Start of Block
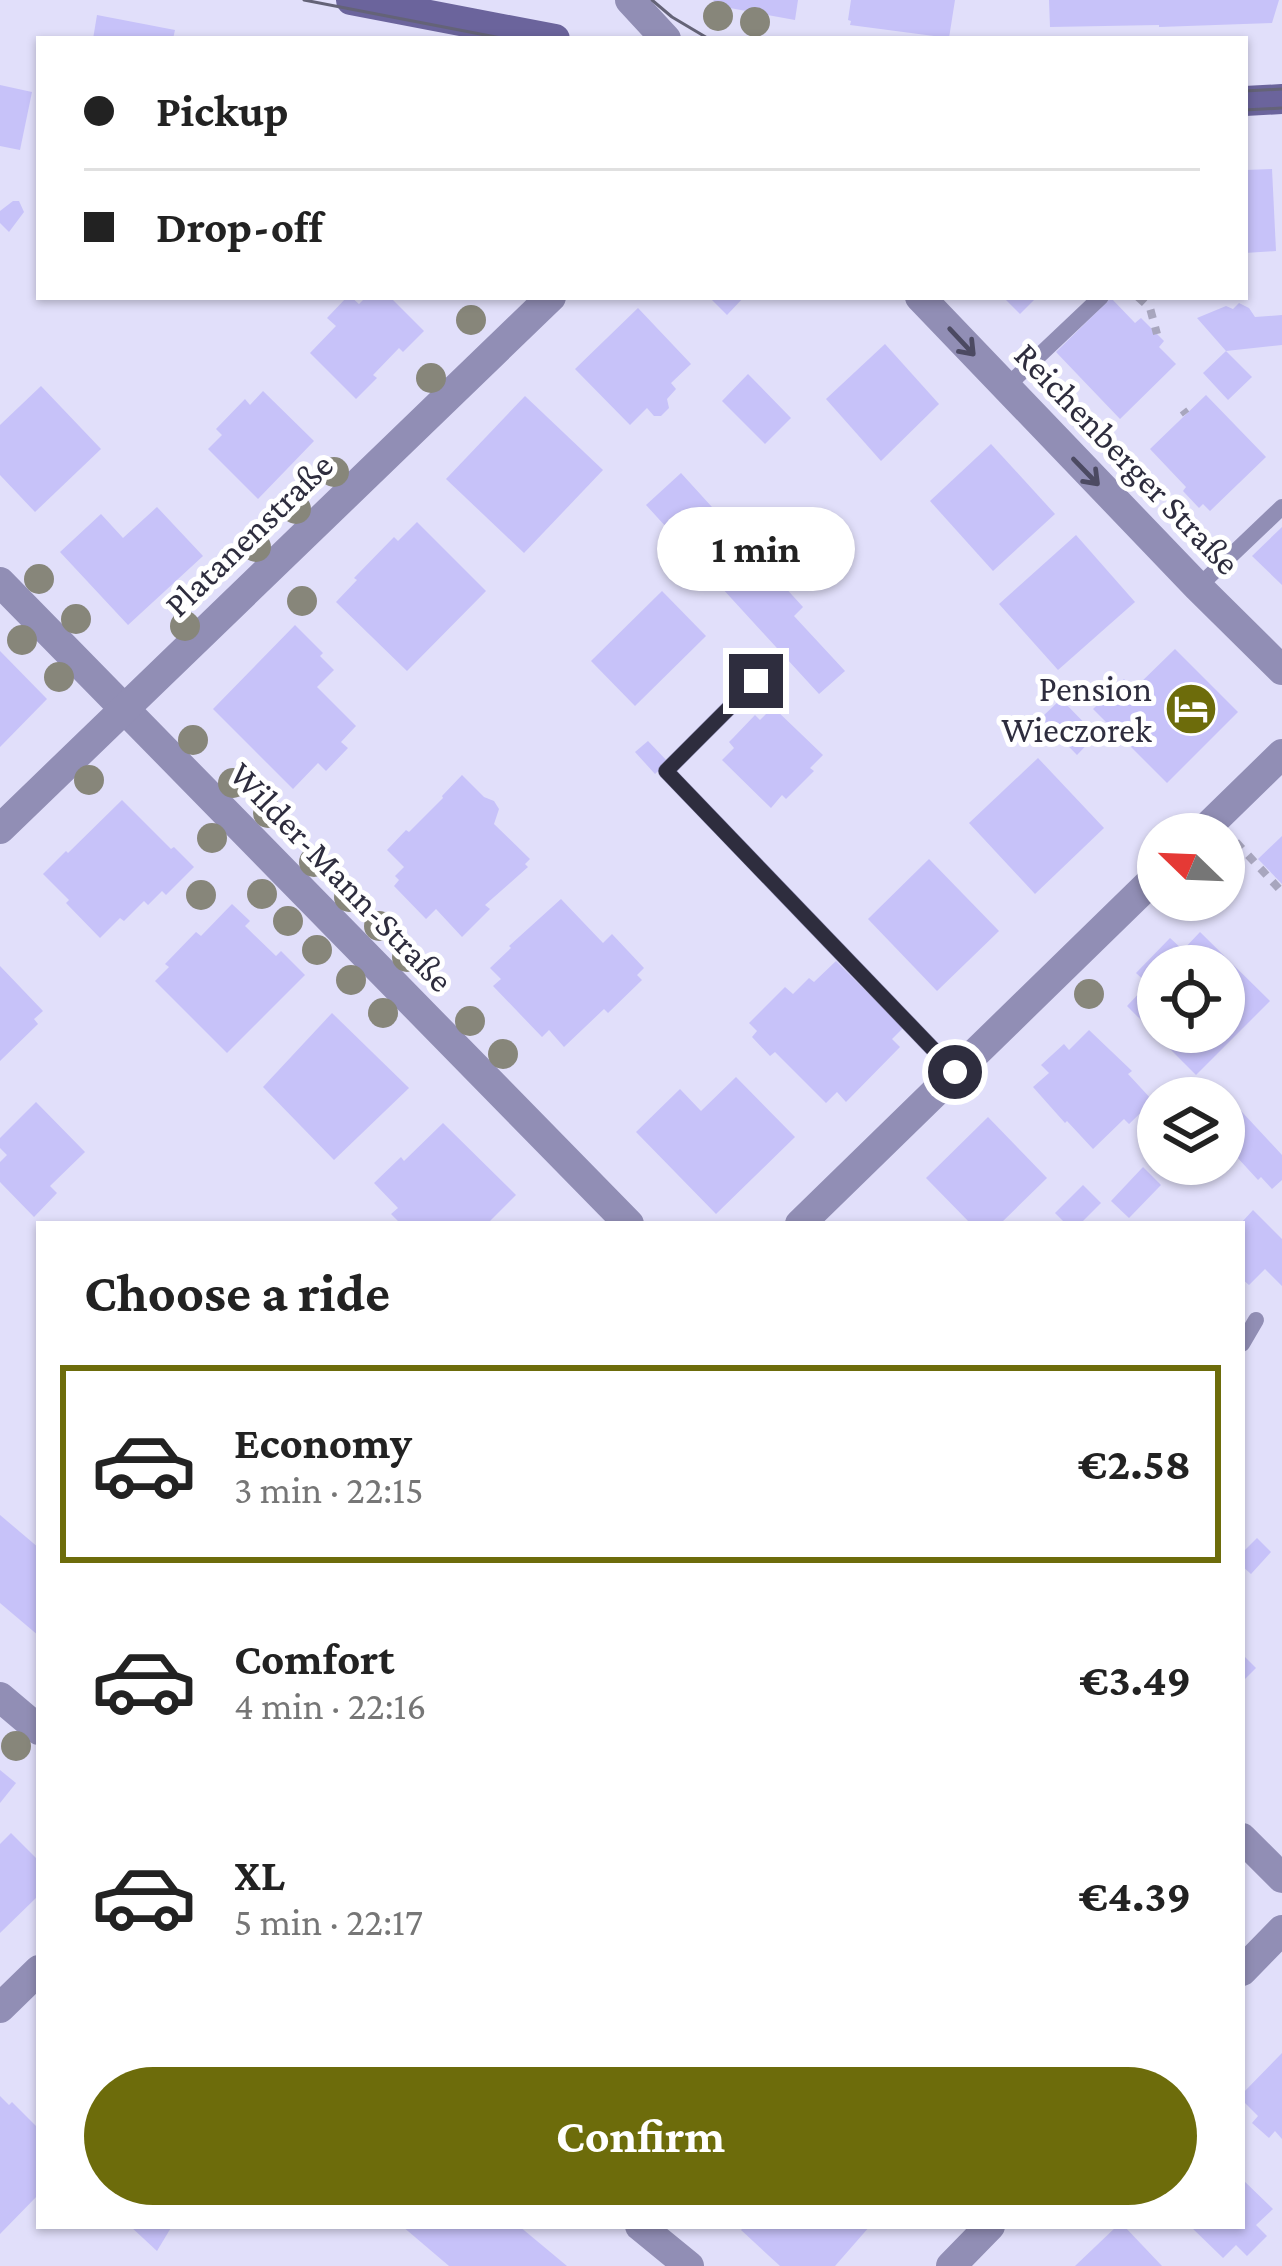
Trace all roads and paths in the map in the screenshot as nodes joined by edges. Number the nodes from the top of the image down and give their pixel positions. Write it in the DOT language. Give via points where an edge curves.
graph roads {
  1 [pos="351,0"];
  2 [pos="630,0"];
  3 [pos="539,36"];
  4 [pos="663,36"];
  5 [pos="1282,99"];
  6 [pos="1248,101"];
  7 [pos="547,300"];
  8 [pos="923,300"];
  9 [pos="1098,300"];
  10 [pos="1141,300"];
  11 [pos="1157,334"];
  12 [pos="1005,388"];
  13 [pos="1282,507"];
  14 [pos="0,582"];
  15 [pos="1198,587"];
  16 [pos="1282,670"];
  17 [pos="756,681"];
  18 [pos="124,708"];
  19 [pos="1282,754"];
  20 [pos="1222,813"];
  21 [pos="0,829"];
  22 [pos="1245,852"];
  23 [pos="1282,892"];
  24 [pos="1137,894"];
  25 [pos="955,1072"];
  26 [pos="626,1221"];
  27 [pos="803,1221"];
  28 [pos="1256,1320"];
  29 [pos="1245,1339"];
  30 [pos="0,1697"];
  31 [pos="36,1727"];
  32 [pos="1245,1841"];
  33 [pos="1282,1878"];
  34 [pos="1282,1930"];
  35 [pos="1245,1968"];
  36 [pos="36,1973"];
  37 [pos="0,2008"];
  38 [pos="644,2229"];
  39 [pos="987,2229"];
  40 [pos="689,2266"];
  41 [pos="951,2266"];
  1 -- 3 [label="main road"];
  2 -- 4 [label="street"];
  5 -- 6 [label="main road"];
  7 -- 18 [label="street, Platanenstraße"];
  8 -- 12 [label="street, Reichenberger Straße, one-way"];
  9 -- 12 [label="lane"];
  10 -- 11 [label="path"];
  12 -- 15 [label="street, Reichenberger Straße, one-way"];
  13 -- 15 [label="lane"];
  14 -- 18 [label="street, Wilder-Mann-Straße"];
  15 -- 16 [label="street, Reichenberger Straße"];
  17 -- 25 [label="lane" via="666,771"];
  18 -- 21 [label="street, Platanenstraße"];
  18 -- 26 [label="street, Wilder-Mann-Straße"];
  19 -- 20 [label="street"];
  22 -- 23 [label="path"];
  24 -- 25 [label="street"];
  25 -- 27 [label="street"];
  28 -- 29 [label="lane"];
  30 -- 31 [label="street"];
  32 -- 33 [label="street"];
  34 -- 35 [label="street"];
  36 -- 37 [label="street"];
  38 -- 40 [label="street"];
  39 -- 41 [label="street"];
}
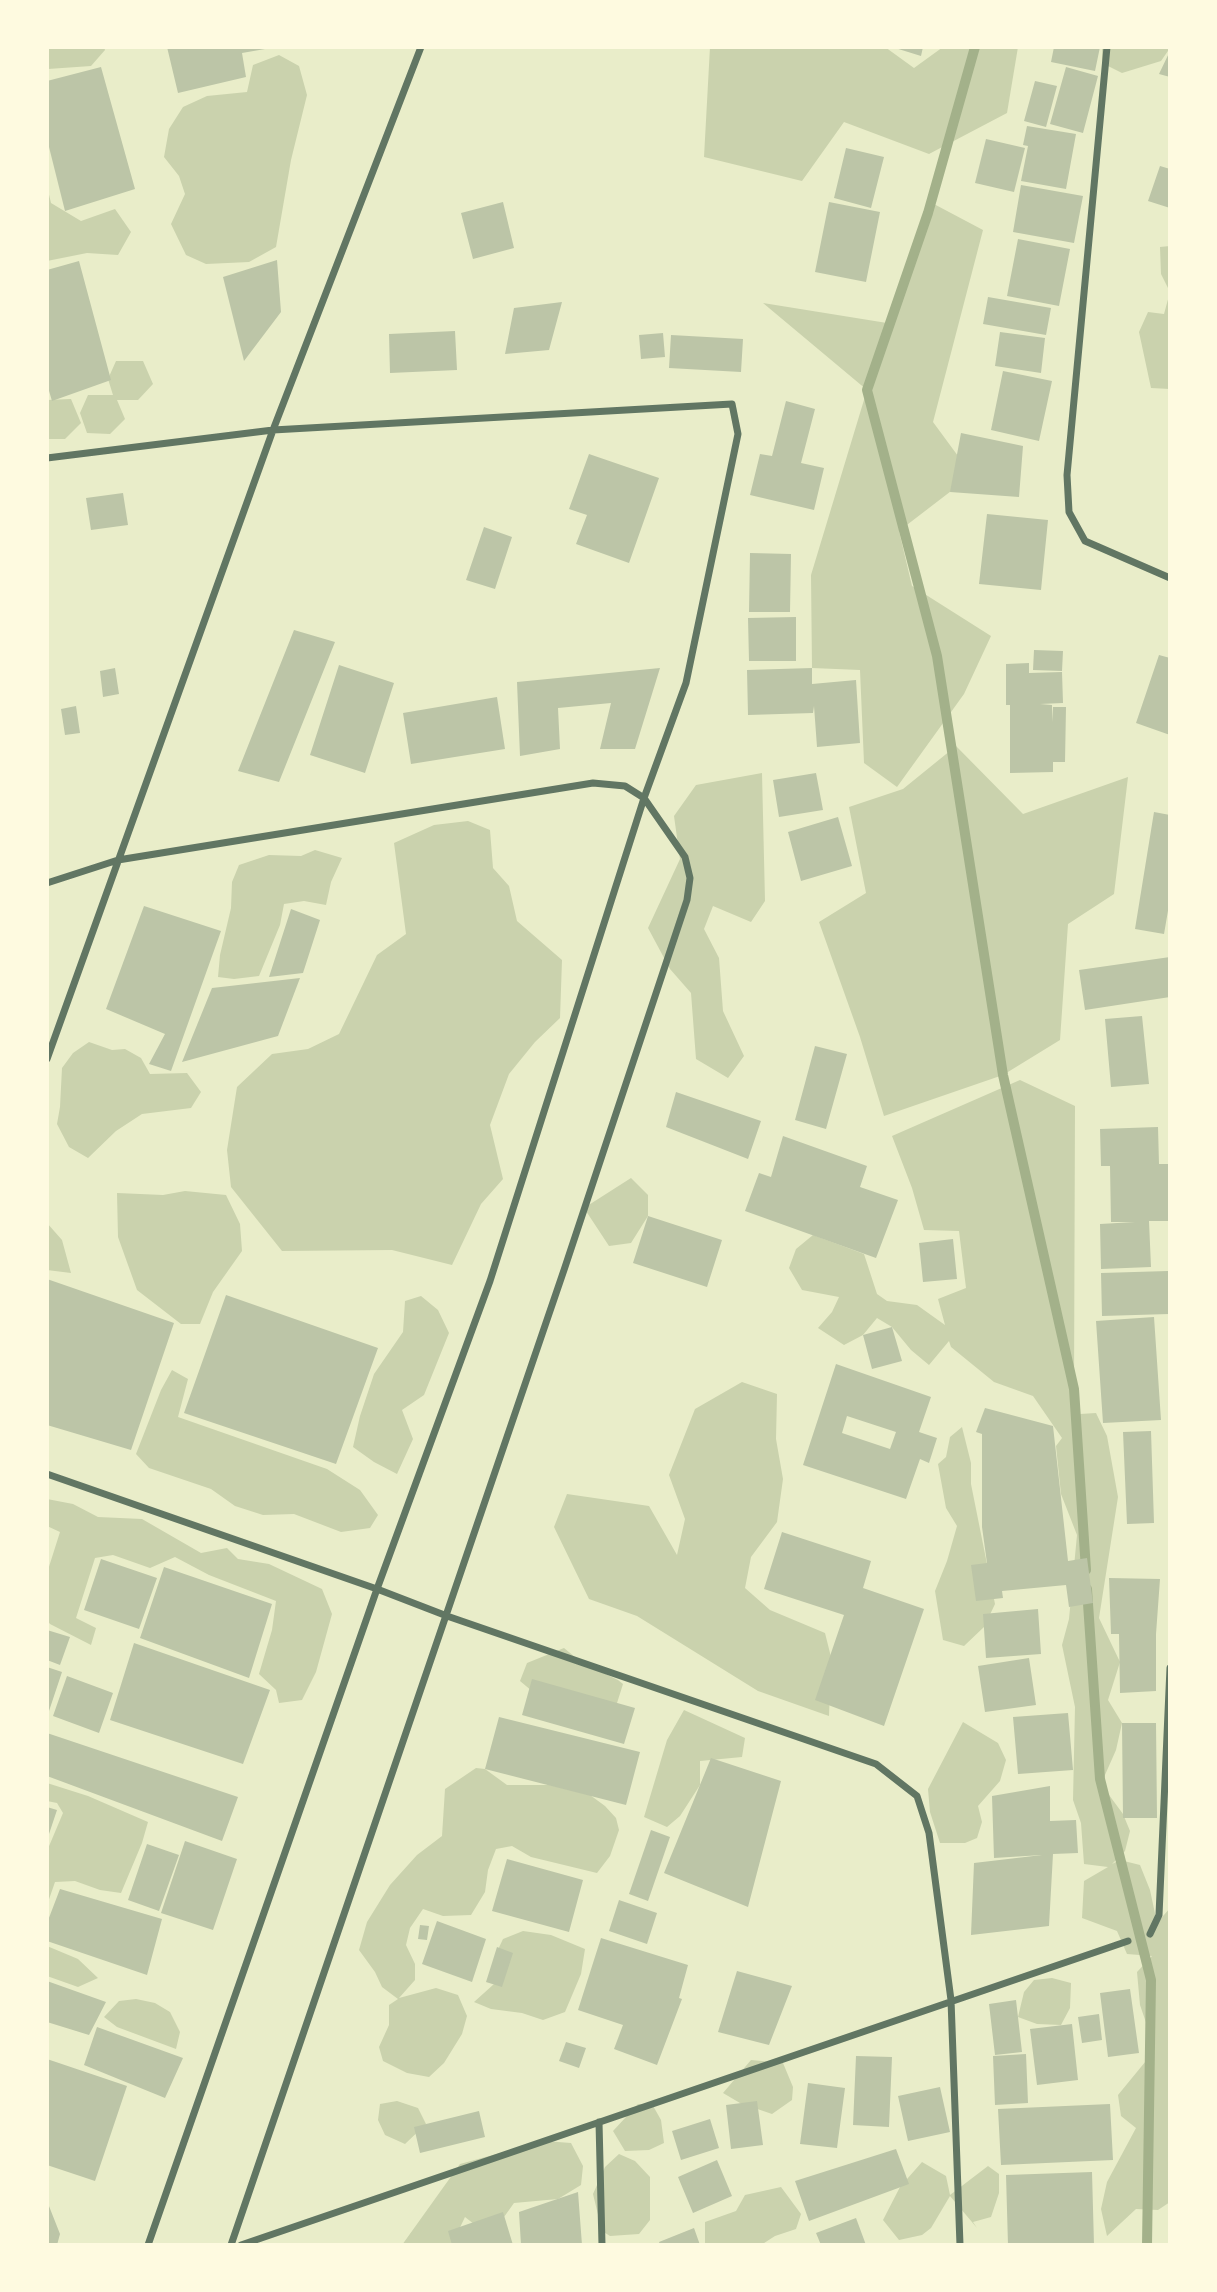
End of Block
Description of the task:
A word-for-word copy of all the data, without pictures, is the expected output.

Output for this task:
Trace all roads and paths in the map in the screenshot as nodes joined by edges. Number the nodes from the top of the image down and give their pixel positions. Write it in the DOT language. Give via points where an edge curves.
graph roads {
  1 [pos="351,0"];
  2 [pos="630,0"];
  3 [pos="539,36"];
  4 [pos="663,36"];
  5 [pos="1282,99"];
  6 [pos="1248,101"];
  7 [pos="547,300"];
  8 [pos="923,300"];
  9 [pos="1098,300"];
  10 [pos="1141,300"];
  11 [pos="1157,334"];
  12 [pos="1005,388"];
  13 [pos="1282,507"];
  14 [pos="0,582"];
  15 [pos="1198,587"];
  16 [pos="1282,670"];
  17 [pos="756,681"];
  18 [pos="124,708"];
  19 [pos="1282,754"];
  20 [pos="1222,813"];
  21 [pos="0,829"];
  22 [pos="1245,852"];
  23 [pos="1282,892"];
  24 [pos="1137,894"];
  25 [pos="955,1072"];
  26 [pos="626,1221"];
  27 [pos="803,1221"];
  28 [pos="1256,1320"];
  29 [pos="1245,1339"];
  30 [pos="0,1697"];
  31 [pos="36,1727"];
  32 [pos="1245,1841"];
  33 [pos="1282,1878"];
  34 [pos="1282,1930"];
  35 [pos="1245,1968"];
  36 [pos="36,1973"];
  37 [pos="0,2008"];
  38 [pos="644,2229"];
  39 [pos="987,2229"];
  40 [pos="689,2266"];
  41 [pos="951,2266"];
  1 -- 3 [label="main road"];
  2 -- 4 [label="street"];
  5 -- 6 [label="main road"];
  7 -- 18 [label="street, Platanenstraße"];
  8 -- 12 [label="street, Reichenberger Straße, one-way"];
  9 -- 12 [label="lane"];
  10 -- 11 [label="path"];
  12 -- 15 [label="street, Reichenberger Straße, one-way"];
  13 -- 15 [label="lane"];
  14 -- 18 [label="street, Wilder-Mann-Straße"];
  15 -- 16 [label="street, Reichenberger Straße"];
  17 -- 25 [label="lane" via="666,771"];
  18 -- 21 [label="street, Platanenstraße"];
  18 -- 26 [label="street, Wilder-Mann-Straße"];
  19 -- 20 [label="street"];
  22 -- 23 [label="path"];
  24 -- 25 [label="street"];
  25 -- 27 [label="street"];
  28 -- 29 [label="lane"];
  30 -- 31 [label="street"];
  32 -- 33 [label="street"];
  34 -- 35 [label="street"];
  36 -- 37 [label="street"];
  38 -- 40 [label="street"];
  39 -- 41 [label="street"];
}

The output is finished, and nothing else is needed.